It’s unlikely we’ll see a blowout when Ohio State and Clemson face off Saturday in the Fiesta Bowl for a spot in the College Football Playoff final. They boast two of the best offenses and defenses in the nation and are two of three undefeated FBS teams. Clemson, in the playoff for the fifth consecutive year, is trying to be the first repeat national champion since Alabama in 2011 and 2012. Ohio State has motivation from its 31-0 loss to Clemson in their previous playoff meeting – the Fiesta Bowl played after the 2016 season.

The question is whether Clemson has been tested enough during a season in which it played just two ranked opponents (No. 12 Texas A&M in September and No. 22 Virginia in the ACC title game) and won all but one matchup by at least 14 points. Ohio State will be Clemson’s first opponent this year to be rated higher than 32nd by the consensus rating compiled by Kenneth Massey, which audits 106 ranking systems throughout the season.

“You can only play the schedule that you got, and that’s what we’ve done,” explained Clemson Coach Dabo Swinney. “And we’ve earned the right to get into postseason. And we know at this point, you’re playing the best of the best. It doesn’t really matter if you are ranked first, second, third or fourth. This is the four best teams that (have) played throughout the season.”

Swinney spent plenty of time late in the regular season lamenting the popular opinion that his team has played a less-challenging schedule. But it does matter who you’ve played.

Since the College Football Playoff format was adopted in 2014, each eventual champion has played a difficult schedule. Last season, Clemson had the 21st toughest schedule as determined by the Fremeau Efficiency Index, which rates teams based on the per-possession scoring advantage a team would be expected to have on a neutral field against an average opponent. That was the lowest rating by any team to have advanced to the playoff national championship. In 2019, the Fremeau Efficiency Index ranks Ohio State’s schedule at No. 11 and Clemson’s at No. 82.

You could also argue that despite these two teams being very close in both the playoff rankings and Massey’s consensus rankings – Massey has Ohio State as the highest-rated team in the country and Clemson not far behind at No. 3 – the Buckeyes are more highly regarded than the Tigers by a wide margin. For example, 89 of the 106 ratings audited have Ohio State at No. 1 compared to just six for Clemson. None of the ratings have Ohio State worse than third. This is significant: The team with the higher consensus rating going into the matchup has won 78 percent of the time this season.

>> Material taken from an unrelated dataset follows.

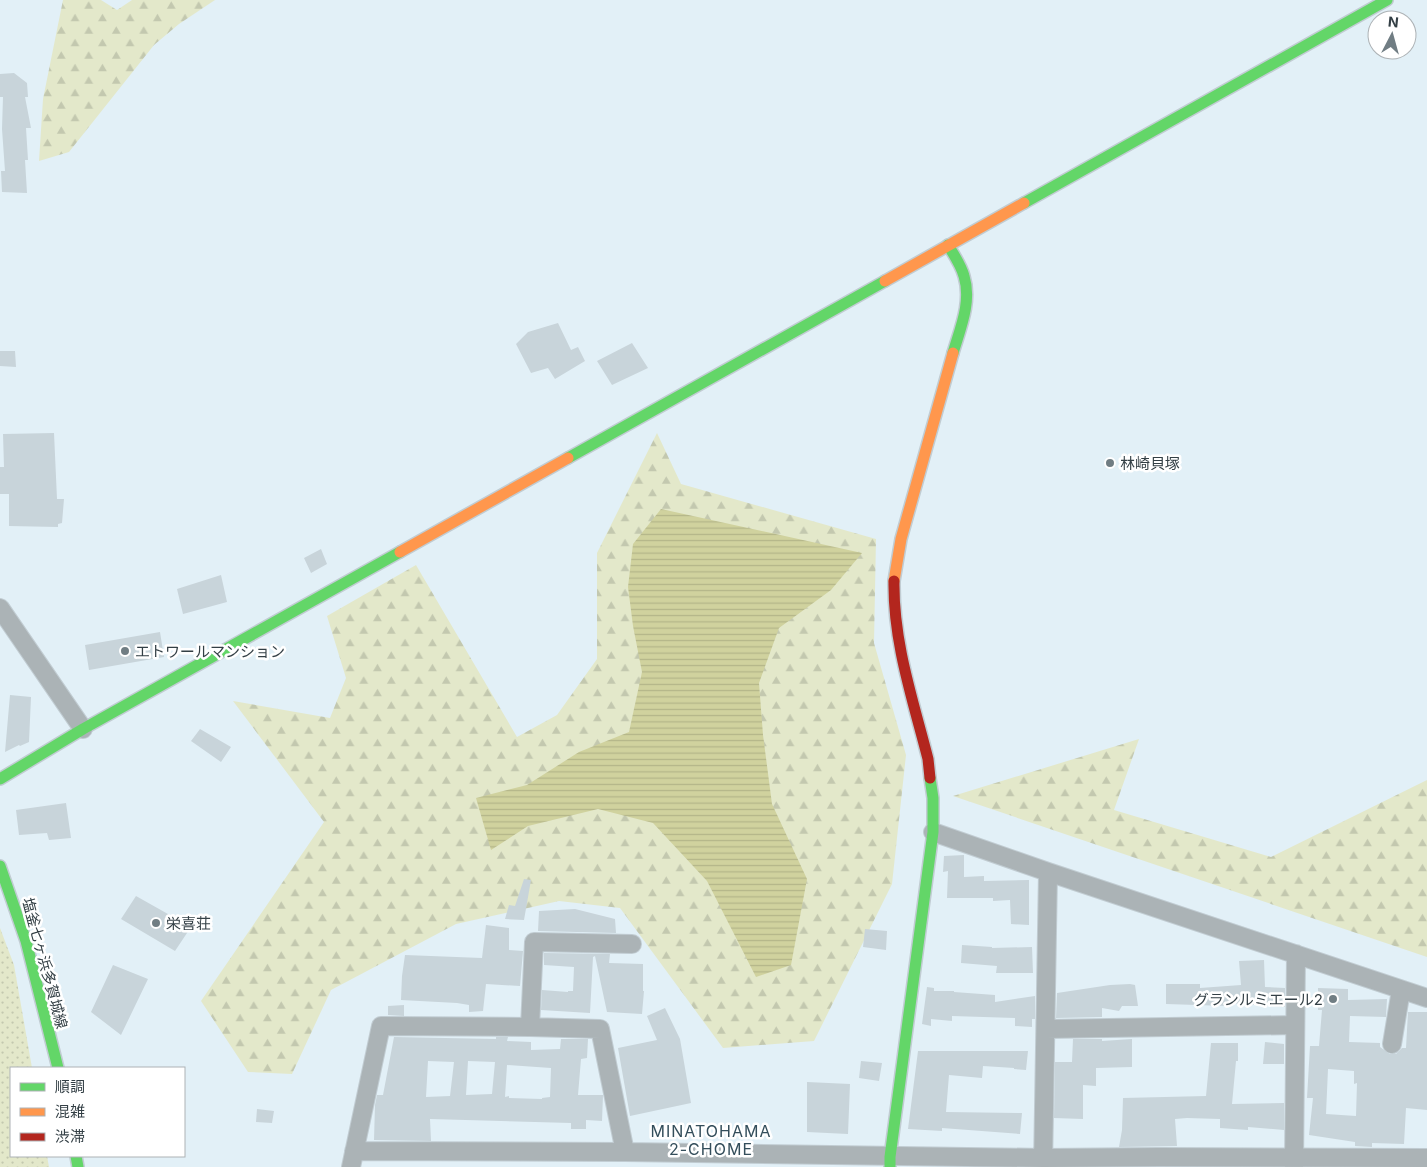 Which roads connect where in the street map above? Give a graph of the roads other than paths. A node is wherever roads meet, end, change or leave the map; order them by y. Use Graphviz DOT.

Ohio State passes the eye test, too. The Buckeyes lead the country in sacks (51), and the nation’s top defensive player, Chase Young, has 161/2, the most among individual players. Pro Football Focus also rated Young as the best pass-rushing edge defender. If Clemson tries to slow him down with double and triple teams, it will also have to account for Davon Hamilton, Baron Browning, Jashon Cornel, Malik Harrison and Zach Harrison, who each have at least 31/2 sacks. Ohio State is also one of seven FBS teams that allows fewer than 100 rushing yards per game.

Pro Football Focus also had accolades for the Buckeyes offense, led by quarterback Justin Fields, the Big Ten Offensive Player of the Year. The offensive line, affectionately called a bunch of “angry dancing bears,” was a finalist for the Joe Moore Award as one of the most outstanding offensive line units in college football.

“They’re good up front on both sides. They’ve got as good a players there is in college football coming off the edge,” Swinney said. “Their quarterback has been amazing. They’ve got great skill outside and great backs that can run the ball. So this is a very complete team, very well coached. And it’s going to be a challenge.”